##### Entries provided

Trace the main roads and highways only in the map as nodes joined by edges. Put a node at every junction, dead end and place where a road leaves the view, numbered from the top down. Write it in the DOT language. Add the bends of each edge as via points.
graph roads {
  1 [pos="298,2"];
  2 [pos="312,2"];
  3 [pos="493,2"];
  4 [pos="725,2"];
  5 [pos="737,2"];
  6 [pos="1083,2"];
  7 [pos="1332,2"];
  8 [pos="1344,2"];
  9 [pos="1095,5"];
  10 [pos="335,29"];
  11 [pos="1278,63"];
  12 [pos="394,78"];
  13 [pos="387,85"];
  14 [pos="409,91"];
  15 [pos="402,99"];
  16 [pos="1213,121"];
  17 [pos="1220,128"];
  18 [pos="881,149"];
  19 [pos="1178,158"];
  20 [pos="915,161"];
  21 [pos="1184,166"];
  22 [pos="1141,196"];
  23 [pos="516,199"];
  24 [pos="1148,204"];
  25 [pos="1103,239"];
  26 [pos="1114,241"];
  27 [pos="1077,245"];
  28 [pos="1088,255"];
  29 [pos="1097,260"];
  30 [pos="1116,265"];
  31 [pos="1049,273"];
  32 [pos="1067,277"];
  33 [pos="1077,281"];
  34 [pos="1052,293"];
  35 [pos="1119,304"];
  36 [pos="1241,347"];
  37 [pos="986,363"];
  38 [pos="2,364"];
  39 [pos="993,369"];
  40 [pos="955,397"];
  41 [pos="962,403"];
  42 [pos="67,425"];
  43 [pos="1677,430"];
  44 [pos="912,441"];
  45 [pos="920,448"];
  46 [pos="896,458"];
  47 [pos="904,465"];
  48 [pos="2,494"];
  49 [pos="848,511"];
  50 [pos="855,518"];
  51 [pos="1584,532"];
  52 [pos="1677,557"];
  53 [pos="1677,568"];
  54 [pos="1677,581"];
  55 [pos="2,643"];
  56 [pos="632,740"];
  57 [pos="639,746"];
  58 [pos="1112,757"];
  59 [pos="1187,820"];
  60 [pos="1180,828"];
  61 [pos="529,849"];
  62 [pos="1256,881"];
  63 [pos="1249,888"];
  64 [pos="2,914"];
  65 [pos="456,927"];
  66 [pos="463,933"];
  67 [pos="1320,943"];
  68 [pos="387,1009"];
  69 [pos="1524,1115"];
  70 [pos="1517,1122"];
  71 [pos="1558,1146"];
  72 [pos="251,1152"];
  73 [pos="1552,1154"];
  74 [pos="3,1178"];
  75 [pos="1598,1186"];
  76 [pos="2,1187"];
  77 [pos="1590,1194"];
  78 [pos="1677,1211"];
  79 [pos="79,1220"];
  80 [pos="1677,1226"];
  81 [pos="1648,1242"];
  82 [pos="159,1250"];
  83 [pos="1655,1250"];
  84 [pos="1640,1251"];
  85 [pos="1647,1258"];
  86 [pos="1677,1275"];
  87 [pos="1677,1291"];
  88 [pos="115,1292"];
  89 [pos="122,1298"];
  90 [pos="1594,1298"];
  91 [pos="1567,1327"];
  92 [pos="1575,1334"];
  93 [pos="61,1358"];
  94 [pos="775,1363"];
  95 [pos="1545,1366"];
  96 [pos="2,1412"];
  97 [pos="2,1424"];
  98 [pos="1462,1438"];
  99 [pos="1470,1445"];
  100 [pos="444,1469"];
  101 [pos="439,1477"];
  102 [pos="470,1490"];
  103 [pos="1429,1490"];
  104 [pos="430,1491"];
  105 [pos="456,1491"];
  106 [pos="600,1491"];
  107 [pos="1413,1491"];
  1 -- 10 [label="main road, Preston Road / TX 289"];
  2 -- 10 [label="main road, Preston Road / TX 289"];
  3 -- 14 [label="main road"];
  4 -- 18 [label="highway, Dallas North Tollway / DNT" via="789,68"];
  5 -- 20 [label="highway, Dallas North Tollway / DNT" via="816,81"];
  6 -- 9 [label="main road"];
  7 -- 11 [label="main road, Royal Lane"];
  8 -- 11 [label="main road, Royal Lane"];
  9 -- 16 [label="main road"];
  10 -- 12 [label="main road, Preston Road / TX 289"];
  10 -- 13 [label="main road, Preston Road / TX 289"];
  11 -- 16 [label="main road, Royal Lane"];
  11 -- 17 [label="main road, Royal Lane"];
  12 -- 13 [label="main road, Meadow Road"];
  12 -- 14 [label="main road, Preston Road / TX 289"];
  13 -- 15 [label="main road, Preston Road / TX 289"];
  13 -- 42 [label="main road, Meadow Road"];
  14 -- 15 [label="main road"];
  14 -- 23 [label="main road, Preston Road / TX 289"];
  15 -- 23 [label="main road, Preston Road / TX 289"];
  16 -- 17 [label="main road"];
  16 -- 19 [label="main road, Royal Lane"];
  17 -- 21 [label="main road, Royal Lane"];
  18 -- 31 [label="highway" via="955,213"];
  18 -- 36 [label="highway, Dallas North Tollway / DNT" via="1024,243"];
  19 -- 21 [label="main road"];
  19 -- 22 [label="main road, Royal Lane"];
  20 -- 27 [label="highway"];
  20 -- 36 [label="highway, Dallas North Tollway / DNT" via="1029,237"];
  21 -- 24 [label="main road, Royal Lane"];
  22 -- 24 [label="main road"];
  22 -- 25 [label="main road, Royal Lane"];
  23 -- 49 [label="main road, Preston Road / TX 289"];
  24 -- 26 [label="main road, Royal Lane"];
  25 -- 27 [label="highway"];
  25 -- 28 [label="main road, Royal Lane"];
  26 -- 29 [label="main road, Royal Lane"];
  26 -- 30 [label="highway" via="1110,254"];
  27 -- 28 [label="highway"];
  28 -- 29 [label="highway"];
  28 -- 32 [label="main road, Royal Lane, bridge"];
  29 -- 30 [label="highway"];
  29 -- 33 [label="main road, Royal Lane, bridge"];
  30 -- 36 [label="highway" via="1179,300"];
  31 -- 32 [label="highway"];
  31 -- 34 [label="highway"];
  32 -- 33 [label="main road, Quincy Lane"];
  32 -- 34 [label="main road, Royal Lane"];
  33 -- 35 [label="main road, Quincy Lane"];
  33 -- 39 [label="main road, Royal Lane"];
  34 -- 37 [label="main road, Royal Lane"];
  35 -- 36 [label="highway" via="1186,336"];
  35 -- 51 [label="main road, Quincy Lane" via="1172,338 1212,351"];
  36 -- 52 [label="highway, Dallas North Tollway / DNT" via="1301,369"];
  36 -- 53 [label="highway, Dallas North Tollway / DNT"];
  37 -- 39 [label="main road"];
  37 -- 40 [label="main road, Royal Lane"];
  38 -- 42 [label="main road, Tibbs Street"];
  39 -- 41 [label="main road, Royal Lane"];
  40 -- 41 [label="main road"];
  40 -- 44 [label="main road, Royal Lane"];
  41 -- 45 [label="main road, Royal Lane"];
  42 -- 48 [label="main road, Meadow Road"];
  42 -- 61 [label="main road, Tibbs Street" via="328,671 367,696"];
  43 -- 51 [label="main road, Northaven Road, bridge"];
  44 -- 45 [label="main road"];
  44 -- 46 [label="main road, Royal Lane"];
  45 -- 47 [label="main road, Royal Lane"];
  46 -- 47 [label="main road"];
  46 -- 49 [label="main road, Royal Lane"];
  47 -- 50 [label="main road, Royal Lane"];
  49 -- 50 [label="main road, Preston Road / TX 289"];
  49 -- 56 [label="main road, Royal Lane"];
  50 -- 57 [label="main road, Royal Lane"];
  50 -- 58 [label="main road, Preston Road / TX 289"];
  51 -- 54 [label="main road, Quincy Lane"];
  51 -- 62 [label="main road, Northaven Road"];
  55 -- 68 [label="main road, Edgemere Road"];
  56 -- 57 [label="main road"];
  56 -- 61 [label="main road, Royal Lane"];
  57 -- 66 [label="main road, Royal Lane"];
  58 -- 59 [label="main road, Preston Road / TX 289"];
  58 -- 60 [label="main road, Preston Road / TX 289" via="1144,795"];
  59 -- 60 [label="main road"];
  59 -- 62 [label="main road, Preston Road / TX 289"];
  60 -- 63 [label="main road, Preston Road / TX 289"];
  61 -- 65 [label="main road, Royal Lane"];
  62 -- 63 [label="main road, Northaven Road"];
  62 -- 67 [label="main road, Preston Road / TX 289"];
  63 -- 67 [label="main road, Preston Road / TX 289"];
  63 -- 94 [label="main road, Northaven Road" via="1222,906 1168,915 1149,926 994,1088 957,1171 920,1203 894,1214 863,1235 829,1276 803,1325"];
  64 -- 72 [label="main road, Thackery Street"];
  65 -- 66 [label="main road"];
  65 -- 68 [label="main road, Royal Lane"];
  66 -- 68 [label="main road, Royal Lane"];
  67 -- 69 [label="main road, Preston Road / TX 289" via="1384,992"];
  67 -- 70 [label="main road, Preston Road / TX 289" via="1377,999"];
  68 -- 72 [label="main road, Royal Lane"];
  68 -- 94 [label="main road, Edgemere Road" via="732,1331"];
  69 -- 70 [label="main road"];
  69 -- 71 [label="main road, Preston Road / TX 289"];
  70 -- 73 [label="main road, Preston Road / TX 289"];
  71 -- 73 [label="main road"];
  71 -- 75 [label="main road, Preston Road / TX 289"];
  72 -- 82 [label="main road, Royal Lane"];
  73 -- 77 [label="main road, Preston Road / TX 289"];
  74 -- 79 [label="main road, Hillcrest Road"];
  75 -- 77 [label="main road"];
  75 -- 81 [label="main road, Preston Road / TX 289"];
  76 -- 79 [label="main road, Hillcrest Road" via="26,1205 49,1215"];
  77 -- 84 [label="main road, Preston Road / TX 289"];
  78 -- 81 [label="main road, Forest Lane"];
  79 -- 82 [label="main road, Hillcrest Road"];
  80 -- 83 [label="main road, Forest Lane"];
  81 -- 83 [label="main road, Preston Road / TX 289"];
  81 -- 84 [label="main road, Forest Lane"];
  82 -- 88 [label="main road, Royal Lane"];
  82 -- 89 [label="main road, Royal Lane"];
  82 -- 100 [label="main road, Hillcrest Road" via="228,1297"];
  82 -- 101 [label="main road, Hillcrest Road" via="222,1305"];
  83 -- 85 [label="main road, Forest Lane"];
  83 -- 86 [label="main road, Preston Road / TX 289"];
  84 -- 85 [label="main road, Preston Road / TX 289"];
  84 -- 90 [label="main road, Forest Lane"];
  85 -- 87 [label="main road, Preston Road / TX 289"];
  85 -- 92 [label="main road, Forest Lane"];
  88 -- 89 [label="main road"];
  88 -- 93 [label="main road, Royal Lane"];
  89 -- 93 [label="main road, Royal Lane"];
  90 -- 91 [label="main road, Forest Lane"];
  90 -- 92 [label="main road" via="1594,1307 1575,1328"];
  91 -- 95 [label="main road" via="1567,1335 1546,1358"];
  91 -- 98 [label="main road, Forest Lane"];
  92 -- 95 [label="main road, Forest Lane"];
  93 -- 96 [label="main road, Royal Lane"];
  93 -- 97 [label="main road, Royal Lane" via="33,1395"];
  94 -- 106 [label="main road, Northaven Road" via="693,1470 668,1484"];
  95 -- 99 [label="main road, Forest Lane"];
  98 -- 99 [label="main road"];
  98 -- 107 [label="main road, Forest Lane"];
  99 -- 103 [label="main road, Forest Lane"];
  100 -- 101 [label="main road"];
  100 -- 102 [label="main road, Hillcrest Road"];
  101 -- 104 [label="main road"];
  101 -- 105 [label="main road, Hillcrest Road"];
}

##########

What to work on
Scan the listing above. Collect all lines with the word "Street".

Written response
  38 -- 42 [label="main road, Tibbs Street"];
  42 -- 61 [label="main road, Tibbs Street" via="328,671 367,696"];
  64 -- 72 [label="main road, Thackery Street"];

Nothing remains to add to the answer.